Warga Kediri, Tulungagung, Trenggalek dan Nganjuk Bisa Masuk Wilayah Blitar
Kapolres Blitar Kota, AKBP Yudhi Heri Setiawan.

Kota Blitar, Memox.co.id – Penerapan pengetatan mudik mulai berlaku di wilayah hukum Polres Blitar Kota sejak 22 April lalu hingga 5 Mei.

Dalam masa pengetatan tersebut perjalanan antar wilayah masih diperbolehkan dengan kewajiban membawa surat keterangan bebas Covid-19 dengan swab PCR atau swab Antigen yang berlaku 1×24 jam. Kemudian pada 6 Mei hingga 17 Mei masuk larangan mudik.

Selama masa larangan mudik lebaran, hanya tiga hal yang diperbolehkan melintas antar daerah. Diantaranya emergency, perjalanan dinas dan kendaraan bermuatan bahan pokok.

Selain itu warga Kediri, Tulungagung, Trenggalek, dan Nganjuk bisa masuk wilayah Blitar tanpa menunjukkan hasil rapid tes antigen, namun mereka diwajibkan menunjukkan KTP.

Hal ini karena masuk wilayah anglomerasi atau rayonisasi. Hal ini diungkapkan Kapolres Blitar Kota, AKBP Yudhi Heri Setiawan.

“Warga Kediri, Tulungagung, Trenggalek dan Nganjuk masih bisa masuk wilayah Blitar raya tanpa menunjukkan hasil rapid test antigen saat pemberlakuan larangan mudik yang dimulai pada tanggal 6 sampai 17 Mei 2021 mendatang,” kata AKBP Yudhi Heri Setiawan.

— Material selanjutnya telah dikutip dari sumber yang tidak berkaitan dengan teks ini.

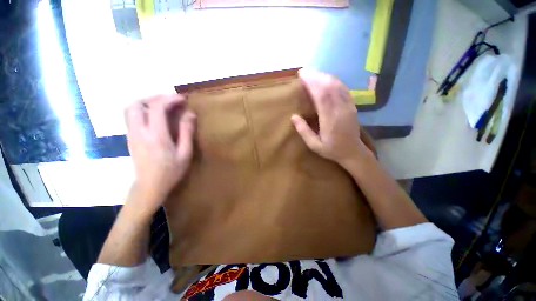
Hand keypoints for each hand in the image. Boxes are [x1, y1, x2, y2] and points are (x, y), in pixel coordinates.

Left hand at [125, 94, 195, 208]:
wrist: (149, 186)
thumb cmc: (171, 172)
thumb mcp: (185, 153)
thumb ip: (187, 132)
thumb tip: (190, 114)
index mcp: (156, 136)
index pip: (157, 108)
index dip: (170, 99)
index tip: (182, 99)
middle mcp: (139, 132)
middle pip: (137, 104)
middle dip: (154, 98)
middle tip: (170, 102)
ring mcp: (131, 135)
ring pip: (130, 109)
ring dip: (146, 103)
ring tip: (163, 107)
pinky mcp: (130, 138)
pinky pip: (131, 117)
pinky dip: (143, 111)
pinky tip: (155, 117)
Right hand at [291, 70, 370, 166]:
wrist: (353, 152)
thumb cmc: (331, 150)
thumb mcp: (314, 145)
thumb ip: (304, 131)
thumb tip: (293, 116)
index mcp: (330, 119)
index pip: (321, 95)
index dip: (312, 83)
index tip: (301, 75)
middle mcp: (340, 109)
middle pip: (329, 86)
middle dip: (316, 76)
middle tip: (304, 72)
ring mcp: (348, 106)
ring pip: (337, 85)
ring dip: (324, 76)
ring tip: (313, 74)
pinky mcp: (352, 105)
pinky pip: (343, 89)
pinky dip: (333, 81)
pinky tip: (326, 79)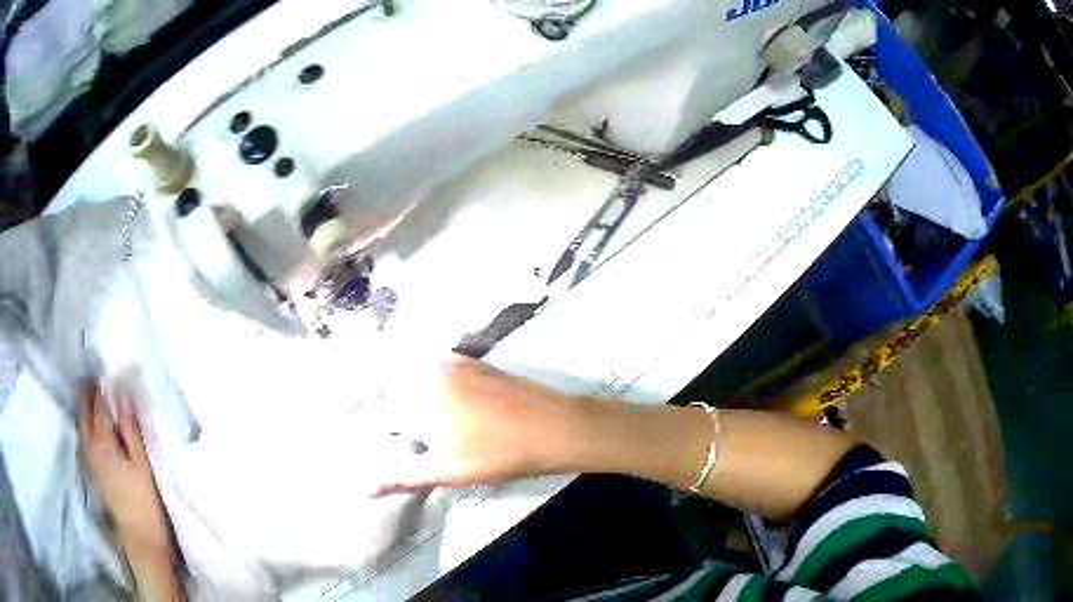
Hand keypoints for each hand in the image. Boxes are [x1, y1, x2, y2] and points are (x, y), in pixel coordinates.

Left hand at [78, 385, 171, 556]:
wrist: (139, 535)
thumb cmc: (144, 498)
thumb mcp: (141, 463)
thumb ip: (129, 428)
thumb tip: (122, 396)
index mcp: (102, 442)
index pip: (98, 406)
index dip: (101, 389)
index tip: (104, 374)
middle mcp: (89, 446)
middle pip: (83, 413)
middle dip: (86, 394)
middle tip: (92, 378)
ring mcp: (87, 460)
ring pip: (80, 426)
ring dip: (82, 409)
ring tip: (88, 397)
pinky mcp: (90, 471)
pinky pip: (81, 439)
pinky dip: (83, 426)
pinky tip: (87, 427)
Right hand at [375, 357, 580, 495]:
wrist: (555, 426)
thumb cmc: (500, 453)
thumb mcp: (449, 470)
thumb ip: (405, 475)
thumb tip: (365, 487)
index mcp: (419, 398)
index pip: (383, 411)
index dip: (385, 432)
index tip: (399, 447)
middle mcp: (430, 372)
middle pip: (399, 392)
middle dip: (399, 415)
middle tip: (421, 441)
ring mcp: (454, 362)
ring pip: (419, 380)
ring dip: (417, 400)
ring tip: (440, 429)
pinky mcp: (473, 362)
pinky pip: (441, 372)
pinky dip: (437, 387)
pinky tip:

Lebih lanjut Yudhi menyampaikan, Tulungagung, Kediri, Trenggalek dan Nganjuk merupakan wilayah aglomerasi.

“Daerah yang masuk rayonisasi atau aglomerasi masih diperbolehkan melakukan mudik lokal,” jelasnya.

Kapolres Blitar Kota menegaskan, bagi warga yang masuk wilayah aglomerasi bisa masuk antar kota tanpa wajib menunjukkan hasil rapid test antigen, dan hanya menunjukkan KTP.

Sedangkan untuk warga di luar daerah yang masuk wilayah aglomerasi, harus menunjukkan hasil rapid test antigen 1 x 24 jam saat hendak masuk wilayah Blitar.

“Warga di luar wilayah aglomerasi yang tidak bisa menunjukkan hasil rapid test antigen akan diminta putar balik di pos penyekatan perbatasan Blitar,” pungkas Kapolres Blitar. (fjr/mzm)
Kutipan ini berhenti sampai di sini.